What's in Biden's sweeping new antitrust executive order
On Friday, President Biden signed a broad executive order aimed at reducing corporate consolidation, increasing competition, and offering benefits for consumers, workers, and small business, The New York Times and Axios report.
"Today I'm going to be signing ... an executive order promoting competition. To lower prices. To increase wages. To take another critical step toward an economy that works for everybody," said Biden. The president, a self-proclaimed "proud capitalist," asserted that the "heart of American capitalism" is a simple idea — "open and fair competition."
Most notably, Biden's 72-action plan takes aim at restrictive employee noncompete agreements; requires airlines to refund passengers for poor Wi-Fi and baggage handling; calls for over-the-counter sales of hearing aids; and guarantees the right for farmers and motorists to "repair their own vehicles without voiding warranty protections," among other initiatives, Politico writes.

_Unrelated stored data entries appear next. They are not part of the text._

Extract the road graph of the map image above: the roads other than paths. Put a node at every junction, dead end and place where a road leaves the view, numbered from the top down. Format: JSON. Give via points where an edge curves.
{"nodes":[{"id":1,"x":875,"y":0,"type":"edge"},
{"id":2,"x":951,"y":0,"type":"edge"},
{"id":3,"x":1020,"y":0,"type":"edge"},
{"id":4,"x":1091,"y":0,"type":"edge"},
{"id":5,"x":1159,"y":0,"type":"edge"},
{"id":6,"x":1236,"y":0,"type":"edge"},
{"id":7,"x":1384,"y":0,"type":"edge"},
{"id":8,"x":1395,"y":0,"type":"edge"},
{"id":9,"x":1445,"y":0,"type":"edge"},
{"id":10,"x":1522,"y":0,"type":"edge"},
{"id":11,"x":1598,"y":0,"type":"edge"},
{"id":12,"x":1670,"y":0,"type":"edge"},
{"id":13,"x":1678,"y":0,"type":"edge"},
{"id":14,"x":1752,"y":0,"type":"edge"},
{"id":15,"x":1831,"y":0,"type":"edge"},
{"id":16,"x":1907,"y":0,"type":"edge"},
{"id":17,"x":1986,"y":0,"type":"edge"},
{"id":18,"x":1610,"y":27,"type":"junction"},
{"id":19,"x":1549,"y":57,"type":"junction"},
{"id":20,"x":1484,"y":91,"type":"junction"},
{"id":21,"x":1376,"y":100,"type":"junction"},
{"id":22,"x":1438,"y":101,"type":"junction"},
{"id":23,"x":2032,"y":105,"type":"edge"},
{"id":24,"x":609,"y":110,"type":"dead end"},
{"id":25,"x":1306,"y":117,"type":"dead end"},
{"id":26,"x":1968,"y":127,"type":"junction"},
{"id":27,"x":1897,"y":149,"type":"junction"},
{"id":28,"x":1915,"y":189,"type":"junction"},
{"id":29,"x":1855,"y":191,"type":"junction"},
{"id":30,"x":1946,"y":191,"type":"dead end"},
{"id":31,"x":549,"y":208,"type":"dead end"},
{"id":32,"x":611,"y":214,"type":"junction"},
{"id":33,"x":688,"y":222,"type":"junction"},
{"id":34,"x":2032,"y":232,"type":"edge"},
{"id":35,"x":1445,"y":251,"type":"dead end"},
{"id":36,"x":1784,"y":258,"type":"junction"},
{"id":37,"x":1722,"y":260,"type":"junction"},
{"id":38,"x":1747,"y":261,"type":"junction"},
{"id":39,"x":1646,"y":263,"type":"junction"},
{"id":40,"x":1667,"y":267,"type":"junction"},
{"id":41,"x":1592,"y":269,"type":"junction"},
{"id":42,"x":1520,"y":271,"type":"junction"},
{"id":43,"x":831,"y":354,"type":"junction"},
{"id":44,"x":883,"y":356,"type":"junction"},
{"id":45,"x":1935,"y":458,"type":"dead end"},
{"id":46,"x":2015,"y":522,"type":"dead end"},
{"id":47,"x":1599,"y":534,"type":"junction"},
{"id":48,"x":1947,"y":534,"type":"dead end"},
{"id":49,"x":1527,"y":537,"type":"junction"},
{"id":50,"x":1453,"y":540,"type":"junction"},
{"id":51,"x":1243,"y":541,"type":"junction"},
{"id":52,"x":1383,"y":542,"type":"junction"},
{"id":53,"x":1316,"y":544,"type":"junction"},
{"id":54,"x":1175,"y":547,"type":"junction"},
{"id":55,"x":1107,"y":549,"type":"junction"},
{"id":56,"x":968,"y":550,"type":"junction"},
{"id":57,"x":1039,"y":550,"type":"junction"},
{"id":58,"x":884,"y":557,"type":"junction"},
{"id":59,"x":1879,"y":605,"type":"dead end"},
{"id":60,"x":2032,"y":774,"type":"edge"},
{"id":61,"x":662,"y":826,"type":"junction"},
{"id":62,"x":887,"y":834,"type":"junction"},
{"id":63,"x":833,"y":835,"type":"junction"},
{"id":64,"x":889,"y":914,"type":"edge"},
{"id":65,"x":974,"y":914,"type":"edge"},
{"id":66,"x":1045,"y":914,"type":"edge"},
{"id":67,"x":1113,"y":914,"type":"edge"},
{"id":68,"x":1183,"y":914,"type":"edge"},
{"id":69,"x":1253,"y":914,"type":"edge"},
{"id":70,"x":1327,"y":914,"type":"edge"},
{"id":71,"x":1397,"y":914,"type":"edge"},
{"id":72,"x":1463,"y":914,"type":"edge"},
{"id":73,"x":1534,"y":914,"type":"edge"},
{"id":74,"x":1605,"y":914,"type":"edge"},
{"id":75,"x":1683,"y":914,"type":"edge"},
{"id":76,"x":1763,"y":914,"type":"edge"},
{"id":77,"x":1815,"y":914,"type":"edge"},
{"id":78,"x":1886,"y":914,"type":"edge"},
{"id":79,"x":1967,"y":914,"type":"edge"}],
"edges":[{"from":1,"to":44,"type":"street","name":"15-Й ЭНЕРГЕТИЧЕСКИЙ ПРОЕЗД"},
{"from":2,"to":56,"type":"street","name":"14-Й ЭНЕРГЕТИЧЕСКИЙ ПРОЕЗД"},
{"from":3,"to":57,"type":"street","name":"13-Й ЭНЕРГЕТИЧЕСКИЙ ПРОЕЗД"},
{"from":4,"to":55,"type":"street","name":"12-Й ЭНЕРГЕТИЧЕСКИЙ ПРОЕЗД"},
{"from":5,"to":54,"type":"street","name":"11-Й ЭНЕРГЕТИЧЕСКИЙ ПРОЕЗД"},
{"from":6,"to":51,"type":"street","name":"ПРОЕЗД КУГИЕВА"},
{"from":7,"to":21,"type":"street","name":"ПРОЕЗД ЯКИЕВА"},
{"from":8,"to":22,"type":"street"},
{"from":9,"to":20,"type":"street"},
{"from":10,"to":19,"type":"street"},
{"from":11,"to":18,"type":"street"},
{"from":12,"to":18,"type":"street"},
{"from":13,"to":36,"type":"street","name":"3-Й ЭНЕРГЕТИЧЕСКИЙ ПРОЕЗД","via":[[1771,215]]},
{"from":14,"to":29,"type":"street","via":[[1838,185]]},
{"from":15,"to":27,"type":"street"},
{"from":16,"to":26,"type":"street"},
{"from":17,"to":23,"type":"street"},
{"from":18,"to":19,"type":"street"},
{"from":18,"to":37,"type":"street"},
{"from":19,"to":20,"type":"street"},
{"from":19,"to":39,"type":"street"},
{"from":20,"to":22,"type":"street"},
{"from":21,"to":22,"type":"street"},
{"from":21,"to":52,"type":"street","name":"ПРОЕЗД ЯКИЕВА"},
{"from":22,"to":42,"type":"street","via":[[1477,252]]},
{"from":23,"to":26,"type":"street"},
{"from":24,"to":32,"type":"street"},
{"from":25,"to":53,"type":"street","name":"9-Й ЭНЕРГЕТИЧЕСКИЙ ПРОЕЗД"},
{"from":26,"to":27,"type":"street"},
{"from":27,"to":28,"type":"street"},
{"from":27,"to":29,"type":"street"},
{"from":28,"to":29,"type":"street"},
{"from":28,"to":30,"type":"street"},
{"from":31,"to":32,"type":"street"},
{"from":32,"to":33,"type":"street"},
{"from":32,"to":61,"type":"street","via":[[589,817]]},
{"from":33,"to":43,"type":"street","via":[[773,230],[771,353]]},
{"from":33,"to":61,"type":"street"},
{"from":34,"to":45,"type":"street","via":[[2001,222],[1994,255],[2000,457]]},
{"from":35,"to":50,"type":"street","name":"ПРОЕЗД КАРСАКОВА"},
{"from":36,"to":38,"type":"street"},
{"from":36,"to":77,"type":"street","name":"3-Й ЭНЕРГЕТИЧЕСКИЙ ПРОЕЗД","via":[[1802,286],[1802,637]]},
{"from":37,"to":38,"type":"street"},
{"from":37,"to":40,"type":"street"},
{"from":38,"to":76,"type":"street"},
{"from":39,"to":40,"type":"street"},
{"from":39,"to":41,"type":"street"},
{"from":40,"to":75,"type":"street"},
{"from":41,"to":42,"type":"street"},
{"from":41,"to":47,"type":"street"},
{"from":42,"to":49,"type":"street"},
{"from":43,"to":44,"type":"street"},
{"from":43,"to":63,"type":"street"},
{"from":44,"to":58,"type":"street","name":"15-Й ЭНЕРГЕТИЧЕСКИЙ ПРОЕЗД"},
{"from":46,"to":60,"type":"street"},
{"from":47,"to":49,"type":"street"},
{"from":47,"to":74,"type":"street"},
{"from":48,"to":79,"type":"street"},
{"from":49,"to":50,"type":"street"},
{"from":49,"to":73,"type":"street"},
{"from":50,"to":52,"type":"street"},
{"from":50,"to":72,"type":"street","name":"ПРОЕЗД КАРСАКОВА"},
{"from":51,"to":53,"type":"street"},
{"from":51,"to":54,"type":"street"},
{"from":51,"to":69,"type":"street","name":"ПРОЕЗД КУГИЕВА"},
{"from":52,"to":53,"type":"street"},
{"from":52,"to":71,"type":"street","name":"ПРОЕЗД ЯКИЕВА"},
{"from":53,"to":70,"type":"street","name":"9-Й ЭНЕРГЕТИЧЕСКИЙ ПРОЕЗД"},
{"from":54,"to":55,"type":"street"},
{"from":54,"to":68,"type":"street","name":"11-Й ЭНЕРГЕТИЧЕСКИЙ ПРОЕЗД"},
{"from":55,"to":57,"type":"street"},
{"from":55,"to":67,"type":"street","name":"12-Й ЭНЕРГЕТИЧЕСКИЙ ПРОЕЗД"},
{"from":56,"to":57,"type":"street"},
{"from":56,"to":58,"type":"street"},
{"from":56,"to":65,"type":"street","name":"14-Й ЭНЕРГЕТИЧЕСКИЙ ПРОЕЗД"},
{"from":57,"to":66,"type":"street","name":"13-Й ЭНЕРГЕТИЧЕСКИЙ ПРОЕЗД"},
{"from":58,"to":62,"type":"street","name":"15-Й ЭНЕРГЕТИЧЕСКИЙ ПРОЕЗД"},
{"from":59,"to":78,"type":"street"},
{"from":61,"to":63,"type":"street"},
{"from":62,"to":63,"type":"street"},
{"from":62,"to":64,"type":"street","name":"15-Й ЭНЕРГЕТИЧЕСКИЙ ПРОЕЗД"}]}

The order also goes "a step beyond" a similar one issued by former President Barack Obama in 2016 by "offering pointed suggestions" for steps agencies can take, rather than leaving implementation entirely up to agencies themselves, per Politico. Moreover, the few agencies that responded to the Obama administration's prodding in 2016 "saw their actions largely overturned" by the following administration.
But Biden's agenda is a "wish list progressives and other pro-competition advocates have been promoting for years," David Segal, the executive director of the group Demand Progress, told the Times. The policies might not "miraculously transform inequality in this country," but they will help, countered Jason Furman, an economic adviser in the Obama administration.
Regardless, Biden is optimistic. "Imagine if we give everyone a full and fair chance," the president mused. "That's what this is all about. That's what I'm about to do."